The judge’s admonition was prompt and as strong as might be expected in light of counsel’s stated preference. So also the jurors were told preliminarily and finally how to consider attorneys’ arguments, and charged strongly on the presumption of innocence.
The judgments of conviction are affirmed.
So ordered.
The two related offenses were tried together pursuant to defendant’s motion allowed by the judge. See Mass.R.Crim.P. 9(e), 378 Mass. 861 (1979).
The effect of concurrent sentences on the three offenses was to sentence the defendant to one year in a house of correction, three months to be served, balance suspended, with probation for three years commencing on his release from the committed part of the sentence; he was also required to make restitution of $8,500.
Evidently the company’s address coincided with the home address of the defendant’s parents, and the defendant operated the business out of a garage on the premises.
The Commonwealth presented evidence of an additional twenty transactions between December, 1991, and March, 1995, similar to those in the later
Over the course of dealing, Day Supply in the aggregate apparently paid more for the refrigeration equipment it furnished Star Market than it received for the freon invoiced but not delivered. About June, 1995, See told Curtis, “I have to either get the jobs the regular way or just not at all.” Curtis said there would be just one more. This turned out to be the Gloucester job, mentioned infra.
The pattern in each instance followed the prototype. The M & S invoices to Star Market that initiated the scam were dated, respectively, May 30, June 16, and August 8, and the defendant through M & S wound up with a pourboire of $2,000 in all but the one case where it was $2,500.
Fending against the implications of criminality in the scheme, the defendant offers two explanations that he thinks “plausible” but we think not credible on the record: that he did “substantial duct work” for which he was entitled to be compensated by Star Market, and that he was “returning money” to Curtis which he believed to be Star Market’s for material supplied by See.

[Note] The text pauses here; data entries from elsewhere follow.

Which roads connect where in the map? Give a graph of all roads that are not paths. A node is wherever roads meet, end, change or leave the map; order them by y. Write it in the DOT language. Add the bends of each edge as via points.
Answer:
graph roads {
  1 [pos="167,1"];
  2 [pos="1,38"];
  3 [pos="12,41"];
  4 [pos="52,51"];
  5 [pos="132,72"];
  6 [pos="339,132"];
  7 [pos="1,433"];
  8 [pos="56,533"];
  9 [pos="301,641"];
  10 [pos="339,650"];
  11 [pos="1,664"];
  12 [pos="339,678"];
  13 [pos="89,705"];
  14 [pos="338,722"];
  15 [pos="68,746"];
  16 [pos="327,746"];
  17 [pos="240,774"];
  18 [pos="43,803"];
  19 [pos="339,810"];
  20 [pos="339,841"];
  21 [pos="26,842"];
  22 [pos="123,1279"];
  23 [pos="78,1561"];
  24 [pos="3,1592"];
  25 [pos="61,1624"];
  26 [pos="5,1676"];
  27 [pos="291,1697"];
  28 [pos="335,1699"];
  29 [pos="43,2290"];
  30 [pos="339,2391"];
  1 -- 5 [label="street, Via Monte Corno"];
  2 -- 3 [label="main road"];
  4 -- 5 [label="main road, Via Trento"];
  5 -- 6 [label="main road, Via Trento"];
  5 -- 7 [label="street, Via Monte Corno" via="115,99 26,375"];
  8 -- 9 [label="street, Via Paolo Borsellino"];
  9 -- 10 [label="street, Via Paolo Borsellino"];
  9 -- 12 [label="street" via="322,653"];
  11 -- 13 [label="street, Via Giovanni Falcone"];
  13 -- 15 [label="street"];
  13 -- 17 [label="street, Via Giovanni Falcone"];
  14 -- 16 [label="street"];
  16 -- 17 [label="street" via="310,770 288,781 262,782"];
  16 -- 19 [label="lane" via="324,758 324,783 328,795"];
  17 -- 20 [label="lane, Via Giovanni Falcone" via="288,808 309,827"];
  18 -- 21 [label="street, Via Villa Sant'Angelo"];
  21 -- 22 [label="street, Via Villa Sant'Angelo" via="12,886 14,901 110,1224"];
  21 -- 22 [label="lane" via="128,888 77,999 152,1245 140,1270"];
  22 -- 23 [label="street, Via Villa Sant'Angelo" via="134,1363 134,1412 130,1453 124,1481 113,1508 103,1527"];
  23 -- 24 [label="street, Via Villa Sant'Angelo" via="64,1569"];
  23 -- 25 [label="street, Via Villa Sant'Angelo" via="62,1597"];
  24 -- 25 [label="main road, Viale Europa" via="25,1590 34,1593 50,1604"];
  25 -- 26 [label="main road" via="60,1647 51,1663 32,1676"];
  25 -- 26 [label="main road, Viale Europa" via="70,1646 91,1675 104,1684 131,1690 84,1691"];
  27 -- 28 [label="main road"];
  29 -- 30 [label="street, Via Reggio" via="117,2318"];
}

The defendant on this appeal attacks the sufficiency of the evidence on the two conspiracy charges, but does not challenge the larceny charge on that ground.
For an elaborated Federal procedure in these matters, see United States v. Ciampaglia, 628 F.2d 632, 638 (1st Cir.), cert, denied, 449 U.S. 956 (1980); Bourjaily v. United States, 483 U.S. 171, 180-181 (1987); Fed.R.Evid. 801(d)(2)(E).
Defendant’s motion for a new trial was denied but appeal evidently was not taken from the order thereon.